▶ **EXERCISE**: How many lines of the data include the string "district"? State the number and nothing else.

(Saved entries)
════════

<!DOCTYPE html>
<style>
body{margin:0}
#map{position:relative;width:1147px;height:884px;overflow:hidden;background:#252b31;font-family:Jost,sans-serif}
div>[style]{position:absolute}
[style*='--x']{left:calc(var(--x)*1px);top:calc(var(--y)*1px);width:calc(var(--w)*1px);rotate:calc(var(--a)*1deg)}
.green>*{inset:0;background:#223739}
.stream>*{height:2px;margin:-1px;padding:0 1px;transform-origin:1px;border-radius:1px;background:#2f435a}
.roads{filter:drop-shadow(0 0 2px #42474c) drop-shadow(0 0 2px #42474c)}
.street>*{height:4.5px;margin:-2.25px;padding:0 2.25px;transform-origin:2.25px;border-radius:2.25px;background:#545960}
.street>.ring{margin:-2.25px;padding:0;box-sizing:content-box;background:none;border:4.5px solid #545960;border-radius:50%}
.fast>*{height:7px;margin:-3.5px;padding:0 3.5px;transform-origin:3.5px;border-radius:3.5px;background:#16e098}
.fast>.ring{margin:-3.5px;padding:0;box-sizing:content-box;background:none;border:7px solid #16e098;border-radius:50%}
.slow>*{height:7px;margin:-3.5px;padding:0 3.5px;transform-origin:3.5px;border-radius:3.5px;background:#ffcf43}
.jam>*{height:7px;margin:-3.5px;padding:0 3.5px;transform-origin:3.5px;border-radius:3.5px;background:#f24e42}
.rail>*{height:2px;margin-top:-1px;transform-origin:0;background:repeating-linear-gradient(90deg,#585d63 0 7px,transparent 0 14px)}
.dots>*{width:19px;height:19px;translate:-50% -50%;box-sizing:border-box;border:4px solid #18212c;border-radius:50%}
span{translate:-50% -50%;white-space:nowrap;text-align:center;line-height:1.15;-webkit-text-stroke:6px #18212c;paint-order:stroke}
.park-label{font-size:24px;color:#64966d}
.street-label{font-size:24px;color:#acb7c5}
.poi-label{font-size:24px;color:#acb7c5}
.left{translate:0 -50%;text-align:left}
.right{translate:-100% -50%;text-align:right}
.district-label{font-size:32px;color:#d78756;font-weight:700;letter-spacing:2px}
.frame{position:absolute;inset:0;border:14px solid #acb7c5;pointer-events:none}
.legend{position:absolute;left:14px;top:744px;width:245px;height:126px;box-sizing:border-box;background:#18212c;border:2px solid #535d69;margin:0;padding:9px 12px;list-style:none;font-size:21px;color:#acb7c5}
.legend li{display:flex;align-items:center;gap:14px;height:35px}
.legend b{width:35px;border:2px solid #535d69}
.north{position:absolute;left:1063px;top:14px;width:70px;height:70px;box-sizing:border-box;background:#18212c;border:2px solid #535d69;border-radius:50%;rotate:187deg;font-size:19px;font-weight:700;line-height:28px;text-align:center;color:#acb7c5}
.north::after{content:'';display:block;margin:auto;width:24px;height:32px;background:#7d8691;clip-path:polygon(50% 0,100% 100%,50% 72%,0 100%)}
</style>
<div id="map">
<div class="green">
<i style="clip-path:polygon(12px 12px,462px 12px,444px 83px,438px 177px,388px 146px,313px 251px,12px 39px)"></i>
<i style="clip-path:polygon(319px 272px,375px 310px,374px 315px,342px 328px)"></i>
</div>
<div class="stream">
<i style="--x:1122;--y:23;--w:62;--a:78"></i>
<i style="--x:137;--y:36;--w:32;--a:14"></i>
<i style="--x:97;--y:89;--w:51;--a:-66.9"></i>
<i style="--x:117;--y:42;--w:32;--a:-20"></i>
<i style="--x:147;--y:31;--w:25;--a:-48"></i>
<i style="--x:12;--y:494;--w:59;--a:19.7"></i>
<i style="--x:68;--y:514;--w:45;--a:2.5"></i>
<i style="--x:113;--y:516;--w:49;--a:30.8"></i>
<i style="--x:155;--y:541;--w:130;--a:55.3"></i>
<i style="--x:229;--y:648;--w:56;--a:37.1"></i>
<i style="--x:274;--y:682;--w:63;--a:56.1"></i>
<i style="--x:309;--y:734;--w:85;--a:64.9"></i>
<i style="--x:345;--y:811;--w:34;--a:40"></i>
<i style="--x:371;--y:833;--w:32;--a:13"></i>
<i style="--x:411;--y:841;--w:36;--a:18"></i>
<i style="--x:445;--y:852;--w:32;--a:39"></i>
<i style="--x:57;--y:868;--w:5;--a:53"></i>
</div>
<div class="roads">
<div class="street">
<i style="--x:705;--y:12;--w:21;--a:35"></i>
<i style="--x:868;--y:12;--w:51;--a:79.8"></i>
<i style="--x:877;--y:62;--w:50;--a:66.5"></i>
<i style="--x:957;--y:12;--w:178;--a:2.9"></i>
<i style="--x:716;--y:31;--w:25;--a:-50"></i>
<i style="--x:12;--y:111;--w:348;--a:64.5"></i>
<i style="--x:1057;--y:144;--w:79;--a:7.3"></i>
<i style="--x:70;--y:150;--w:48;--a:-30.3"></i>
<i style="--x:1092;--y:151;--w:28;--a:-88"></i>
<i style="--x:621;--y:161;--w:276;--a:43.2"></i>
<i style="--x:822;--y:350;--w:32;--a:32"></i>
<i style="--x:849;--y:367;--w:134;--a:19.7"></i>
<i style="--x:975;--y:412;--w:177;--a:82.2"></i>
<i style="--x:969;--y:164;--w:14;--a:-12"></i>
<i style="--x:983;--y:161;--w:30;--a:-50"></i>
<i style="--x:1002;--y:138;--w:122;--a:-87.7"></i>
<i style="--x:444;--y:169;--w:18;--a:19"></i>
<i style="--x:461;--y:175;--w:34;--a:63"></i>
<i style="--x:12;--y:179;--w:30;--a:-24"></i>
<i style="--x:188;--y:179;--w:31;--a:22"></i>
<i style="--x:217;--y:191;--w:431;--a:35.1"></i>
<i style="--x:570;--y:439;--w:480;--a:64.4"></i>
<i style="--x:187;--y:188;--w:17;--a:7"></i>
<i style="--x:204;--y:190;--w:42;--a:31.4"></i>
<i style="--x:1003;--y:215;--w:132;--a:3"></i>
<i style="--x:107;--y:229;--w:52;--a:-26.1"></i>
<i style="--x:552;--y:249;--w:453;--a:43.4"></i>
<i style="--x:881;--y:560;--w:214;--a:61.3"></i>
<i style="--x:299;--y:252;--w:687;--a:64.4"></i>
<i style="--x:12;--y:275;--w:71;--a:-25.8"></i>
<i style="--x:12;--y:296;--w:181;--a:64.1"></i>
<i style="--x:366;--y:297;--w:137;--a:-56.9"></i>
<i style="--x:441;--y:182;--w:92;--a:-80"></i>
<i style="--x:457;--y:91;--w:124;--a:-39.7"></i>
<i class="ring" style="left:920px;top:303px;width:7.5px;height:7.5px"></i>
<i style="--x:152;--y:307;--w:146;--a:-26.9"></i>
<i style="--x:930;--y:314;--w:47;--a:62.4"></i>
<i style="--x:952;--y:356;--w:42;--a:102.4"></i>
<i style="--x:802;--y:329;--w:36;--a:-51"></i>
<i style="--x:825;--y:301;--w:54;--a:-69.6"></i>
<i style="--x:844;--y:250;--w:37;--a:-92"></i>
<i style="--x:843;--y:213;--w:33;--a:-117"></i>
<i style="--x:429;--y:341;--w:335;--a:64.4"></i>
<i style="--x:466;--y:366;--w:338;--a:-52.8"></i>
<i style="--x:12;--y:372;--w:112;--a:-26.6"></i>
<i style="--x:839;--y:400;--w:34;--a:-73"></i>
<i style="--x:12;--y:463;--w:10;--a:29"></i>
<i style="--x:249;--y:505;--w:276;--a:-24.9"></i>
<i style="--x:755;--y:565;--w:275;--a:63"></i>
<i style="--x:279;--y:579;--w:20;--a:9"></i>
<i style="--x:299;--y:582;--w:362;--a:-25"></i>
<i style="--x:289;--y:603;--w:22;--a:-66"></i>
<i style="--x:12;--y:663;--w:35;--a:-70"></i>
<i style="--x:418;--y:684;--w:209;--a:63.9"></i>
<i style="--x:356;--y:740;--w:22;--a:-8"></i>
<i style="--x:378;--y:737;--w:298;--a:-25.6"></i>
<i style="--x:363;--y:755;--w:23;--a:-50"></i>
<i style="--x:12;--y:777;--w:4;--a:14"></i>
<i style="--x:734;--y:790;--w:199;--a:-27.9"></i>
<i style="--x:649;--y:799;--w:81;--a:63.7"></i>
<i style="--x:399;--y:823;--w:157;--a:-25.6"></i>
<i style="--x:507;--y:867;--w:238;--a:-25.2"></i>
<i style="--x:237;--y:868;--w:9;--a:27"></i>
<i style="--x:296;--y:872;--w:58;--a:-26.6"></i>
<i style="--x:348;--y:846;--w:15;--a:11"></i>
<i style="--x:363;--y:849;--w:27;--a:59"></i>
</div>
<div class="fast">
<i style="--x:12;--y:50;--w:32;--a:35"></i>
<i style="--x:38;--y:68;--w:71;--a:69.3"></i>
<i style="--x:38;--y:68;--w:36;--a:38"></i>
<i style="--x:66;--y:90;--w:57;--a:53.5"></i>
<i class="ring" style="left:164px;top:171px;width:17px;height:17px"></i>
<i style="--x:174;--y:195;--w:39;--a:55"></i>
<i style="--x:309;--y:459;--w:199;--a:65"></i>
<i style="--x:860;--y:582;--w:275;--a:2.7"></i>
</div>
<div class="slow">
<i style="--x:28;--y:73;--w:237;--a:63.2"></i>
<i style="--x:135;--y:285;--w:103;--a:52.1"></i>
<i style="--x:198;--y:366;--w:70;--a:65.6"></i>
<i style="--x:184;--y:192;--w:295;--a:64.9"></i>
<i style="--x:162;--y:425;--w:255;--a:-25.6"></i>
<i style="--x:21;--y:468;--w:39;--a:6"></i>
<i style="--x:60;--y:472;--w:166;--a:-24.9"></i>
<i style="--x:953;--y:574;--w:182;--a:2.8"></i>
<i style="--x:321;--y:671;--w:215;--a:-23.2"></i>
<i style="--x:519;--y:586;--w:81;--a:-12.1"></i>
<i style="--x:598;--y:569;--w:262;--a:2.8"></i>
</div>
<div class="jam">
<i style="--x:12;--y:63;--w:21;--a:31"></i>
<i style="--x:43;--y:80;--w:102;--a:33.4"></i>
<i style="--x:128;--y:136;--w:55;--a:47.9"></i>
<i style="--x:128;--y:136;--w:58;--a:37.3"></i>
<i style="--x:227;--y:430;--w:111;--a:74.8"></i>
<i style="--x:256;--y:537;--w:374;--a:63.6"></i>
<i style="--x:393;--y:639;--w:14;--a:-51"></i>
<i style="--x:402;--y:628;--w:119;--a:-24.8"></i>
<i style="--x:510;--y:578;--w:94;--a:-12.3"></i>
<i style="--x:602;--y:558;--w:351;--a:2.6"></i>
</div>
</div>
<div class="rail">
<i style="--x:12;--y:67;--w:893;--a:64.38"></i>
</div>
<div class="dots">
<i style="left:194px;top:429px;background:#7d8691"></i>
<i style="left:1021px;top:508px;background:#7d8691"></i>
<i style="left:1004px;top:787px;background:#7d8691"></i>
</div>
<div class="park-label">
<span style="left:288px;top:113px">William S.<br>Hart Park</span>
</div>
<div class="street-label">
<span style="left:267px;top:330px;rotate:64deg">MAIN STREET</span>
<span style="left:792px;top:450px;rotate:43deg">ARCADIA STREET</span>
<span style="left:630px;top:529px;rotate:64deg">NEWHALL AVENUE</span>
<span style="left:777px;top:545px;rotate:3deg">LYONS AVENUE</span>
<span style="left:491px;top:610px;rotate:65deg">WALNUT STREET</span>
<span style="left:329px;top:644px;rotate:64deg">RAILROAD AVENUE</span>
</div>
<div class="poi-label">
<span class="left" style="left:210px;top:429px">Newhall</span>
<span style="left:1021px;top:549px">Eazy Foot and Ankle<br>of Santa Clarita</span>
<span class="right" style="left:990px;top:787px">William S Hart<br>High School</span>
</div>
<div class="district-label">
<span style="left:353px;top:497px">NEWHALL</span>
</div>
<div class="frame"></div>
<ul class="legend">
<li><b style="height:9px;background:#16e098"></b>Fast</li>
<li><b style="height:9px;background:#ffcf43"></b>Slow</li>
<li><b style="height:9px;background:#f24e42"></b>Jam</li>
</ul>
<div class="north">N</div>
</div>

════════

▶ **OUTPUT BELOW**: 2